Demo - Exploring the Titanic

This titanic demo is a simple example of how Trilogy syntax works. It uses the common titanic dataset, a single table with the following fields about passengers.

PassengerIdSurvivedPclassNameSexAgeSibSpParchTicketFareCabinEmbarked

Our First Queries

TIP

This demo uses an in-memory DuckDB database that may take some time to start for your first query. Trilogy is database agnostic; the same syntax will work on any backend such as Postgres, Bigquery, or Snowflake.

Basic Select

select passenger.name, passenger.id limit 5;

How many survived?

select 
    passenger.survived, 
    passenger.id.count, 
    count(passenger.id) as passenger_count_alt, 
    count(passenger.id) -> passenger_count_alt_2
;

The Model

Those queries could run because we have a model defined already; we'll dig into this more later. For now, just note that each concept is declared with a type, we have one derived metric, and there is a datasource defined that maps these concepts to a table.

TIP

A model describes the relationships between Trilogy concepts and the underlying data. It is a contract that can be used to generate queries.


key passenger.id int; #numeric identifier created for dataset
property passenger.id.age int?; # can be null, age of passenger
property passenger.id.survived int; # 1 = survived, 0 = died
property passenger.id.name string; # full name
property passenger.id.class int; # class of passenger, 1-3
property passenger.id.fare float; # the price paid by passenger
property passenger.id.cabin string?; # can be null, the cabin the passenger was in
property passenger.id.embarked bool;
property passenger.id.last_name <- split(passenger.name,',')[1];

metric passenger.id.count <- count(passenger.id);

datasource raw_data (
    passengerid:passenger.id,
    age:passenger.age,
    survived:passenger.survived,
    pclass:passenger.class,
    name:passenger.name,
    fare:passenger.fare,
    cabin:passenger.cabin,
    embarked:passenger.embarked,
)
grain (passenger.id)
address raw_titanic;

Derived Concepts and Filtering

TIP

Last_name is defined in the model as splitting a passenger name by a comma and taking the second element. We'll use this derived 'last_name' as a rough family identifier in these queries; if you explore in the sandbox you'll find that's not quite right, but it's good enough for now.
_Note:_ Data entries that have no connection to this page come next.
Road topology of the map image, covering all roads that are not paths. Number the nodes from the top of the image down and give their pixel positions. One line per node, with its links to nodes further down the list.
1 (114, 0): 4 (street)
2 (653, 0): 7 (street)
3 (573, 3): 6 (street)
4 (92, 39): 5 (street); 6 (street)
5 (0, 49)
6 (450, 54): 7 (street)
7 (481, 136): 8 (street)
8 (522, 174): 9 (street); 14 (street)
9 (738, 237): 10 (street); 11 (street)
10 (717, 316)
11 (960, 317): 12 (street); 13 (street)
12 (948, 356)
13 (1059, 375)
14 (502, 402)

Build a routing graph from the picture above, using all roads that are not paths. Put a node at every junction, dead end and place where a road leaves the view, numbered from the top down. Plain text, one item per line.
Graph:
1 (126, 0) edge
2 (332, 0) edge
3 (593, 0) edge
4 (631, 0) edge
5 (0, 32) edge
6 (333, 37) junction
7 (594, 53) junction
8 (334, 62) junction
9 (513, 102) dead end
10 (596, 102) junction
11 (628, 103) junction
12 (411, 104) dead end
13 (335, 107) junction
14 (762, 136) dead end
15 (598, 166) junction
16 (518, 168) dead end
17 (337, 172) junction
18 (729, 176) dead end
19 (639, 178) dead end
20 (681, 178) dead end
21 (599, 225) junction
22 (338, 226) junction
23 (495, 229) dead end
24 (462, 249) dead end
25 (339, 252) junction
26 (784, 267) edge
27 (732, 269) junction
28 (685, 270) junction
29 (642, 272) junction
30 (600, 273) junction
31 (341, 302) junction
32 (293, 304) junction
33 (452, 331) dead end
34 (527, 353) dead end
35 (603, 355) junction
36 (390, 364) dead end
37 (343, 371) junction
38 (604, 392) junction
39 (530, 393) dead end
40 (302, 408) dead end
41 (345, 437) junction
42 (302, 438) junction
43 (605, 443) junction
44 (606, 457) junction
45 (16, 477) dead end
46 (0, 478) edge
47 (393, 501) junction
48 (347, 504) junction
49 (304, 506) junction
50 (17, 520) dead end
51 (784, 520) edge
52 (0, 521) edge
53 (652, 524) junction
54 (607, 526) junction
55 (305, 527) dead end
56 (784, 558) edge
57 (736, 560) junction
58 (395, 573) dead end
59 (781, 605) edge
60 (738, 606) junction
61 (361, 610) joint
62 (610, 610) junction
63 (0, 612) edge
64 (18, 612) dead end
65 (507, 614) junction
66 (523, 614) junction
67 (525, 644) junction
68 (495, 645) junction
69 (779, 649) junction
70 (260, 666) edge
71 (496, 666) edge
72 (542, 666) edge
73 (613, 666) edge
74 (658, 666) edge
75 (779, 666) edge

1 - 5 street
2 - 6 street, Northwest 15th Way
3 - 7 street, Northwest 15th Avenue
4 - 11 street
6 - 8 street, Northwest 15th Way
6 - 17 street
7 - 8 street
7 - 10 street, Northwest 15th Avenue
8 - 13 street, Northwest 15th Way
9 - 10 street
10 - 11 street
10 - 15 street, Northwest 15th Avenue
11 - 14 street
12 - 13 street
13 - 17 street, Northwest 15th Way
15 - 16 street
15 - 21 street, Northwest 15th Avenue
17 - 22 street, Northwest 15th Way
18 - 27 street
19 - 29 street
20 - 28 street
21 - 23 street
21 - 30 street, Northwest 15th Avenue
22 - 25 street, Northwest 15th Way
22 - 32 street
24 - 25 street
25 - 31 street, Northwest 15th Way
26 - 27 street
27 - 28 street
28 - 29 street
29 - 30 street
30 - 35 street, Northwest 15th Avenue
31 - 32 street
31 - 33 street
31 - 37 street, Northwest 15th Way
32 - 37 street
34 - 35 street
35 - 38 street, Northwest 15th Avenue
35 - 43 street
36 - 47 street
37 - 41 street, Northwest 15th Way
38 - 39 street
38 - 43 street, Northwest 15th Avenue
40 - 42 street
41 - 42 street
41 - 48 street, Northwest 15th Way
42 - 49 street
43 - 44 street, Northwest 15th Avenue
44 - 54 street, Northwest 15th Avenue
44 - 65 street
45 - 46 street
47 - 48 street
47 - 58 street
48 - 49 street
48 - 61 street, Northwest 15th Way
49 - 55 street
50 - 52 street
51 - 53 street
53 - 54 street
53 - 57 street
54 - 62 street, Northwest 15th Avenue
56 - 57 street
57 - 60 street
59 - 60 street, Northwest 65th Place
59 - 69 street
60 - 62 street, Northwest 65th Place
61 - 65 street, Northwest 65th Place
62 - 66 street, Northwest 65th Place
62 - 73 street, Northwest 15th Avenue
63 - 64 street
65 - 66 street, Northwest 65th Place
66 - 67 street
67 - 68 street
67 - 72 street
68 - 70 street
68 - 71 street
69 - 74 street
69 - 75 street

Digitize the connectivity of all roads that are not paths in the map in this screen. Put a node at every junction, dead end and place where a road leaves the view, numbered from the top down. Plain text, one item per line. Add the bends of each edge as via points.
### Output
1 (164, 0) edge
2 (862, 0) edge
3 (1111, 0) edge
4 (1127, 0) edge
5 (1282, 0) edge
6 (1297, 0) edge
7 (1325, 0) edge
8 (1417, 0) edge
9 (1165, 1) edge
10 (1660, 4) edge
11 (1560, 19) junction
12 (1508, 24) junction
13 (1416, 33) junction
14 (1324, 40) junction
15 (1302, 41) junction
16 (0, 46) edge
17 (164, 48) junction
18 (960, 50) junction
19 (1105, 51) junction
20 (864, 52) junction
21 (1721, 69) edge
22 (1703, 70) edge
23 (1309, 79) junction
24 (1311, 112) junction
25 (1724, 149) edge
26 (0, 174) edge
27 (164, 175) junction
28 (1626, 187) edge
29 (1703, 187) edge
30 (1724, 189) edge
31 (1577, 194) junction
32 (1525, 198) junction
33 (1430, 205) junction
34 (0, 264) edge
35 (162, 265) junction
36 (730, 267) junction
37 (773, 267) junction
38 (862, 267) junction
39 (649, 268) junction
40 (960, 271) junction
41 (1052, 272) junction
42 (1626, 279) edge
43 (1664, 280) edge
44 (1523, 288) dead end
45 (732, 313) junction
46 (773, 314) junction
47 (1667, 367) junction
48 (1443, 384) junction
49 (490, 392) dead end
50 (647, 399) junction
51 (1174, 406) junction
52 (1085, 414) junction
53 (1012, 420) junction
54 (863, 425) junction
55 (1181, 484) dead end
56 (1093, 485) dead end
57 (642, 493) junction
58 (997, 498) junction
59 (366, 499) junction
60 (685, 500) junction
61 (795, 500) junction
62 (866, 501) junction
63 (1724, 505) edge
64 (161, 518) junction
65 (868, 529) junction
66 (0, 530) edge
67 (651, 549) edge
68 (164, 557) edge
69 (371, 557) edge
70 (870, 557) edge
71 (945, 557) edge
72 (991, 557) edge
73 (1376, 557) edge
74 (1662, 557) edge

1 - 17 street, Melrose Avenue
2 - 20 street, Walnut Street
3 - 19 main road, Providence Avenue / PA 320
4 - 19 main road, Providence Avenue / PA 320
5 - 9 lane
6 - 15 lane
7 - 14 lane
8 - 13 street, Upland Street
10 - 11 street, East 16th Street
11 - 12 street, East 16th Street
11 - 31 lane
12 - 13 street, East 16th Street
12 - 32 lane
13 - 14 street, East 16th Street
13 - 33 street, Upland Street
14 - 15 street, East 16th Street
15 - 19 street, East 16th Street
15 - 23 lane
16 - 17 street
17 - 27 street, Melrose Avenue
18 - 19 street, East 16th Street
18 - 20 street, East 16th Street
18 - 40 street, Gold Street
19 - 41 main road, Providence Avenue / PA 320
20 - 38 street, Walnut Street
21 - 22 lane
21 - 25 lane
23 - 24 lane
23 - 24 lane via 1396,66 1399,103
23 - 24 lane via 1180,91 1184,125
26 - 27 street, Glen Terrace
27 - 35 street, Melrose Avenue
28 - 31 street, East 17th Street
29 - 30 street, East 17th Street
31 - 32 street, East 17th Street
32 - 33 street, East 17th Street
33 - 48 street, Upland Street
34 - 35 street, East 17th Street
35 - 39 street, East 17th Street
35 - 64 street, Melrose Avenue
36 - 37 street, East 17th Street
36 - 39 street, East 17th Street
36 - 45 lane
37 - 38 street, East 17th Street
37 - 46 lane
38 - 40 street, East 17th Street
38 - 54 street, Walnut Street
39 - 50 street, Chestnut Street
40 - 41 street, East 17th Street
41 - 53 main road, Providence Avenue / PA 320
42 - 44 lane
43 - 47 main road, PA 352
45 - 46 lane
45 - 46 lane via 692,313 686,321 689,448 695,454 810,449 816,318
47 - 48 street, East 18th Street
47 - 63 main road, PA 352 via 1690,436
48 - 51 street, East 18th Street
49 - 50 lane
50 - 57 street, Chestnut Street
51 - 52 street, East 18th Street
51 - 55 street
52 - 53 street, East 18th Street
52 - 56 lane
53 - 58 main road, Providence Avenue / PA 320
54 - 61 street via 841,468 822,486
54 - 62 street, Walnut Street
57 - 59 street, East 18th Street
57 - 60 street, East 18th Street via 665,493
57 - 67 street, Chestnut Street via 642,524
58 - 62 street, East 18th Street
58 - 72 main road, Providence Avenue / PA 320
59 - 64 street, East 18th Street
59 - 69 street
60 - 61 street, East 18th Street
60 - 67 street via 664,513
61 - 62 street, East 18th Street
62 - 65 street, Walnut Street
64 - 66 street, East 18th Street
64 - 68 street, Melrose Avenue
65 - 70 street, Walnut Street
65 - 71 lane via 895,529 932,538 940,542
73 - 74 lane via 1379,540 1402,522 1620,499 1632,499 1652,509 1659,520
Let's run through some examples

Family Sizing (By Last Name)

select 
    passenger.last_name, 
    count(passenger.id) as family_size
order by 
    family_size desc
limit 5;

How big were families in each class?

select 
    passenger.class,
    max(
        count(passenger.id) by passenger.last_name
    ) by passenger.class
     as max_family_size_per_class,
     avg(
        count(passenger.id) by passenger.last_name
    ) by passenger.class
    -> avg_family_size_per_class, 
    
order by 
    passenger.class asc
;

How many survived from each family (by last name)?

auto surviving_passenger <- 
filter passenger.id where passenger.survived =1; 
select 
    passenger.last_name,
    passenger.id.count,
    count(surviving_passenger) as surviving_size
order by
    passenger.id.count desc
limit 5;

Families (by last name) where everyone survived

auto surviving_passenger<- filter passenger.id where passenger.survived =1; 
select 
    passenger.last_name,
    passenger.id.count,
    count(surviving_passenger) as surviving_size
where
    passenger.id.count=surviving_size
order by
    passenger.id.count desc
limit 5;

Get the first name, last name, and age of the oldest survivor in each family

with survivors as
SELECT
    passenger.last_name, 
    passenger.name,
    passenger.id, 
    passenger.survived,
    passenger.age,  
where 
    passenger.survived =1; 

# now we can reference our rowset derived concepts like any other concept
select 
    --survivors.passenger.id,
    survivors.passenger.name,
    survivors.passenger.last_name,
    survivors.passenger.age,
    --row_number survivors.passenger.id over 
        survivors.passenger.last_name
        order by survivors.passenger.age desc 
    as eldest
where 
    eldest = 1
order by survivors.passenger.last_name desc
limit 5;

Sandbox

Now, try writing your own queries in the sandbox below.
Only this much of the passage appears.